Other common causes of bleeding gums include:
- Brushing too hard - Overly vigorous brushing with medium or hard toothbrushes often damages your teeth and gums due to its abrasive nature. If your gum tissue is unhealthy or infected, this vigorous brushing can result in bleeding gums.
- Smoking - Smoking cigarettes or chewing tobacco severely irritates the tissues and causes plaque and tartar to accumulate more rapidly. This can further irritate your gums and lead to periodontal disease, which is a primary cause of bleeding gums.
- Vitamin K deficiency - Vitamin K plays an important role in blood clotting. If you lack sufficient levels of Vitamin K, it may cause your gums to bleed.

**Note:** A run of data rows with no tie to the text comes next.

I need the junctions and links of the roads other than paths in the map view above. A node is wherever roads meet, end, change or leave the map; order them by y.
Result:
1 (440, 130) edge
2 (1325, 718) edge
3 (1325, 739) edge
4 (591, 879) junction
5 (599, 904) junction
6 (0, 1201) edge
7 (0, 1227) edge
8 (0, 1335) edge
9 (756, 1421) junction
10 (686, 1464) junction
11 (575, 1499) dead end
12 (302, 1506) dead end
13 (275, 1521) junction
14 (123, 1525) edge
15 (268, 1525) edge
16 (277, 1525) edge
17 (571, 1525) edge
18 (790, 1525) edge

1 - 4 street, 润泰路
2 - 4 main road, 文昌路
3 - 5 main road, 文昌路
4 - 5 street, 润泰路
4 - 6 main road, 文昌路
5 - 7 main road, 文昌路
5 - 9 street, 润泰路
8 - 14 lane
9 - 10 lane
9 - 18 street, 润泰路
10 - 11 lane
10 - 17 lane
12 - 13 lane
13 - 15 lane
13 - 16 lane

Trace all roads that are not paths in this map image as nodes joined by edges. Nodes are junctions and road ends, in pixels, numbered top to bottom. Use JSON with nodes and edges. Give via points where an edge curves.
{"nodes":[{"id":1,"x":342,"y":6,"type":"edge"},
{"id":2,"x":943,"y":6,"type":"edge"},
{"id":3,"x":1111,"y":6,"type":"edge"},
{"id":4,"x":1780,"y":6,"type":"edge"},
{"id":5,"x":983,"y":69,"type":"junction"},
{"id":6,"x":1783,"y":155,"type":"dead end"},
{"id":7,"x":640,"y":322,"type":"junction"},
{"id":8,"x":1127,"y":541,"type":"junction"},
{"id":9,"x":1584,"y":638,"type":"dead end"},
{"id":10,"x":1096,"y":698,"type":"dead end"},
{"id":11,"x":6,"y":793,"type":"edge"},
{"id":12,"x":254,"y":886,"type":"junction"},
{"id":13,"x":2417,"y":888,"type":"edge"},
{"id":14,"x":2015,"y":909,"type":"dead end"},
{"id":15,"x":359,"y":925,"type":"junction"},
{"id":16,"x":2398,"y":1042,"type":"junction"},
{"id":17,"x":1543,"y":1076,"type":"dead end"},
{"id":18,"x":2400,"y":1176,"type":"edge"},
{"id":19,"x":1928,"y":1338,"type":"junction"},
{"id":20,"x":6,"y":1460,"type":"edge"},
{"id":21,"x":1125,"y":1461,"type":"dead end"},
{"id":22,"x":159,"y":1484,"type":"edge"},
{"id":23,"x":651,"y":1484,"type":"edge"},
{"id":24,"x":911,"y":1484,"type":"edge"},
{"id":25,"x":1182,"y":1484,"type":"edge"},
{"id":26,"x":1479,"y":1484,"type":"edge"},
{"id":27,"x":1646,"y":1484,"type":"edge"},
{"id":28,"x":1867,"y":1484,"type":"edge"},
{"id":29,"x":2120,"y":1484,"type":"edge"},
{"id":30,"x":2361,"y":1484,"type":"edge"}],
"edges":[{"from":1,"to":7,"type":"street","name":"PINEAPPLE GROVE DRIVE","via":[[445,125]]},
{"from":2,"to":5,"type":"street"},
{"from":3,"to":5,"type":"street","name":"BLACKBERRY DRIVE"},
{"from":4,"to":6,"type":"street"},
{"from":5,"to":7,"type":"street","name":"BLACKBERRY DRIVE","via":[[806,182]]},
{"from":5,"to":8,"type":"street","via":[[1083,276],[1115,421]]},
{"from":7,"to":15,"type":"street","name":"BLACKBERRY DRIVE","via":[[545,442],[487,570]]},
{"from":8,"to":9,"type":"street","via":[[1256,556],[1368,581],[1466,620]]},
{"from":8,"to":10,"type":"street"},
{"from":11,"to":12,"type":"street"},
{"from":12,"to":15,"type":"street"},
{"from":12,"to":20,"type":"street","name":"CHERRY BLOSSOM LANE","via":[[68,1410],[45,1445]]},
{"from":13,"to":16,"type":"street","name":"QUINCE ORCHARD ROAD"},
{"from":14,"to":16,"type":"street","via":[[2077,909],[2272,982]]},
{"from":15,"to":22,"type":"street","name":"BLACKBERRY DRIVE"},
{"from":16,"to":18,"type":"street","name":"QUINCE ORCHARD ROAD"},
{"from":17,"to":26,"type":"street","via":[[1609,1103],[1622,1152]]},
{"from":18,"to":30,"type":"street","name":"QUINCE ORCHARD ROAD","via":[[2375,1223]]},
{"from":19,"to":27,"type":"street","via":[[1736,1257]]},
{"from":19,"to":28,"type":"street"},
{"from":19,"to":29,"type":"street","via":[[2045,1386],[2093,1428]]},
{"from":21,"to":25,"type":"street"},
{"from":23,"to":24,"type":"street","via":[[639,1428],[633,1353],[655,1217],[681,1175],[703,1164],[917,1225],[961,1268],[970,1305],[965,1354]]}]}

- Leukemia - Leukemia is a type of cancer that affects your bone marrow and white blood cells. One of the common symptoms associated with leukemia is bleeding gums.
- Diabetes- Diabetes Types 1 and 2, insulin deficiencies, both cause heavy gingival swelling and bleeding
- Hormonal changes - This is particularly common among women during pregnancy. Fluctuations in hormone levels can result in an increase in fluid found in your gum tissue, making them red, tender, and swollen. In this situation, bleeding gums are generally temporary and will go away once your hormone levels have returned to normal.
- Drugs - Certain drugs such as oral contraceptives, anticoagulants, and antidepressants may cause your gums to bleed.
- Autoimmune disorders - Autoimmune disorders cause your immune system to attack its own cells. Some of these conditions, including Rheumatoid Arthritis, Hashimoto's Thyroiditis, and Systemic Lupus Erythematosus can result in bleeding gums.
- Ill-fitting dentures - Dentures that do not fit properly can irritate your gums and cause them to bleed.
You should always visit your dentist right away if you notice your gums are bleeding. This will ensure that the cause of your bleeding gums is addressed in a timely manner. Failure to do so can result in dire consequences for your health.